What must be returned is the number of lines in the records holding the word "Laguna", with no other text.

DATA FOR THIS TASK
=-=-=-=-=

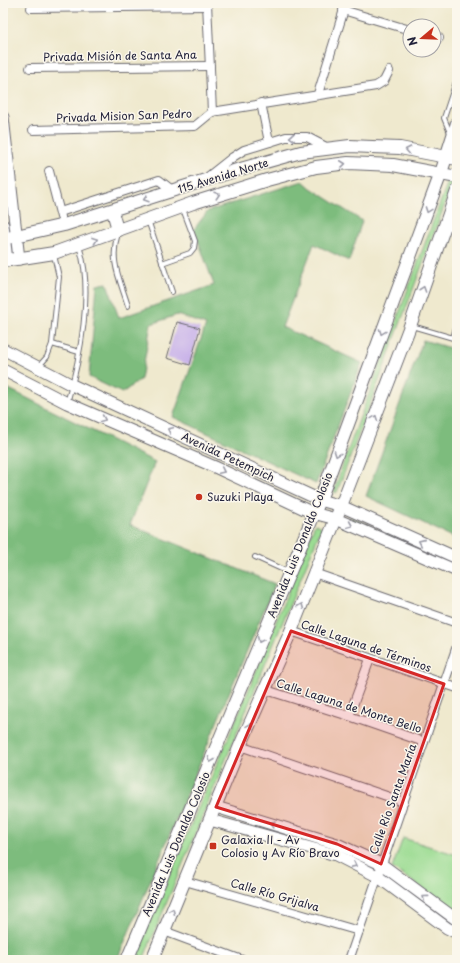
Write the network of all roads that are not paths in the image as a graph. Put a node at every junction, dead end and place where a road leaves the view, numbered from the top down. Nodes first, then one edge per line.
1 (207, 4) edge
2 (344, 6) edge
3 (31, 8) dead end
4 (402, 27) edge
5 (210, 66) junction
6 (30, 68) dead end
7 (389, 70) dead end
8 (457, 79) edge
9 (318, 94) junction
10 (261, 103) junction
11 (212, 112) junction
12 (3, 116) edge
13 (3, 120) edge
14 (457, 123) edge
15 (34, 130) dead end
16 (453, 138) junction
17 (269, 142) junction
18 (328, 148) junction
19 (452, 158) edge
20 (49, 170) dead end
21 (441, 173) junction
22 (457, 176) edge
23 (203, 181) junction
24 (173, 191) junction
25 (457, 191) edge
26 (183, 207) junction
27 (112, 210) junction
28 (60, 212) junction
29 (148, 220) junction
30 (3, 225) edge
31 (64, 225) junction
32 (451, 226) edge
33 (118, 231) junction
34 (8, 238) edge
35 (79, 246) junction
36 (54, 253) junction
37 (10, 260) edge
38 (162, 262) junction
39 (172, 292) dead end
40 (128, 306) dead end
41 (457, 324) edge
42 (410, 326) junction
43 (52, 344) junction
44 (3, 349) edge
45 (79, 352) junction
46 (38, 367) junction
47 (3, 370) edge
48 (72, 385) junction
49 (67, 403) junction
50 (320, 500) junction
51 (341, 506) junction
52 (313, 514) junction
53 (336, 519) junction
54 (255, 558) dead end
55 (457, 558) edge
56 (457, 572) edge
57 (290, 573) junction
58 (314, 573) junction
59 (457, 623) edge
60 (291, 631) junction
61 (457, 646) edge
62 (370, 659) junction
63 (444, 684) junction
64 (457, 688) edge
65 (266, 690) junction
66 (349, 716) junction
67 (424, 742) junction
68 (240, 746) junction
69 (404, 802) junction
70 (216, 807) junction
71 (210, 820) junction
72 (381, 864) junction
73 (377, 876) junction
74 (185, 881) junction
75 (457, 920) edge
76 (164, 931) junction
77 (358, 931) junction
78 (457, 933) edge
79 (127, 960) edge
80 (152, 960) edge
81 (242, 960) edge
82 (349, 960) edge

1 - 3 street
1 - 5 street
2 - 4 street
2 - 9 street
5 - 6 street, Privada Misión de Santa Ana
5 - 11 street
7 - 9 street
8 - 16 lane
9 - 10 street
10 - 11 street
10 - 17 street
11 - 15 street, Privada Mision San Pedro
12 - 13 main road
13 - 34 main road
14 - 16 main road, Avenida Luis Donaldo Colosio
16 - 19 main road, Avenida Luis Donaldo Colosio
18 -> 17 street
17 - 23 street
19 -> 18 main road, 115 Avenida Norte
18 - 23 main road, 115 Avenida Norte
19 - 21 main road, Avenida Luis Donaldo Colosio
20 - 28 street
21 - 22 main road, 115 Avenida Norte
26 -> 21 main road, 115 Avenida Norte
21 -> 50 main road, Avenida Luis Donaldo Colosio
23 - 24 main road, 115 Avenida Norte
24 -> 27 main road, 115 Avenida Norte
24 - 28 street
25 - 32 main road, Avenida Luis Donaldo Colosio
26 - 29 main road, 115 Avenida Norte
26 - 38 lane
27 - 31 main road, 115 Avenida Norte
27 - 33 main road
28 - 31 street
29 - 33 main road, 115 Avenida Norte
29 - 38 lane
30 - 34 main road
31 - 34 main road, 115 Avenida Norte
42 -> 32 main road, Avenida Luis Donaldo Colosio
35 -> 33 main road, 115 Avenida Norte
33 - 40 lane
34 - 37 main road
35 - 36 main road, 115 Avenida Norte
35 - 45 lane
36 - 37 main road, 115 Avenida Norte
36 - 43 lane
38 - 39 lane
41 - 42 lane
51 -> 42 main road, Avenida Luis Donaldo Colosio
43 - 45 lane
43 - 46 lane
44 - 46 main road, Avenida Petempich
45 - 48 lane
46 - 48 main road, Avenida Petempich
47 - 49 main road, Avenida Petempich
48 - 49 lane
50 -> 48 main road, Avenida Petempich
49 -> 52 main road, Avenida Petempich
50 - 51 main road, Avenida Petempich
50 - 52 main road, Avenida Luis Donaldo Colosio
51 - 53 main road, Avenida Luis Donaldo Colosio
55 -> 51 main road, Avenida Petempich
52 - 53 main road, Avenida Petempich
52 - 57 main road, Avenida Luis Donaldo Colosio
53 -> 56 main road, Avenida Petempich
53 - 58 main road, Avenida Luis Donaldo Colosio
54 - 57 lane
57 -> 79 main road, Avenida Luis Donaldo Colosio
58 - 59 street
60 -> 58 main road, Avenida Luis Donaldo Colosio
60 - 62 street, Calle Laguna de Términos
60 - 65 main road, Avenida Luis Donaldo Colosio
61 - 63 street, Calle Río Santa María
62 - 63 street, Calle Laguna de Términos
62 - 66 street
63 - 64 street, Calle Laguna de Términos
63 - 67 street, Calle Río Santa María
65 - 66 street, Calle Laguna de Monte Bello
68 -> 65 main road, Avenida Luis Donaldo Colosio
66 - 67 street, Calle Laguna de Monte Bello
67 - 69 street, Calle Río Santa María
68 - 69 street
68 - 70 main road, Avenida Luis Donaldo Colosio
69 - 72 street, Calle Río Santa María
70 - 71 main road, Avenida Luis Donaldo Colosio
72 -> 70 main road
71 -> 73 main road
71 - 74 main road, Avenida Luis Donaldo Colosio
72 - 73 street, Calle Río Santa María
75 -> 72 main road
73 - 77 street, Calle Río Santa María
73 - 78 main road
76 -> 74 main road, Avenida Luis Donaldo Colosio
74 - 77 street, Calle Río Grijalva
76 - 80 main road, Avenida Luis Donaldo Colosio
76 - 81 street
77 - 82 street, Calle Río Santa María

=-=-=-=-=

OUTPUT
5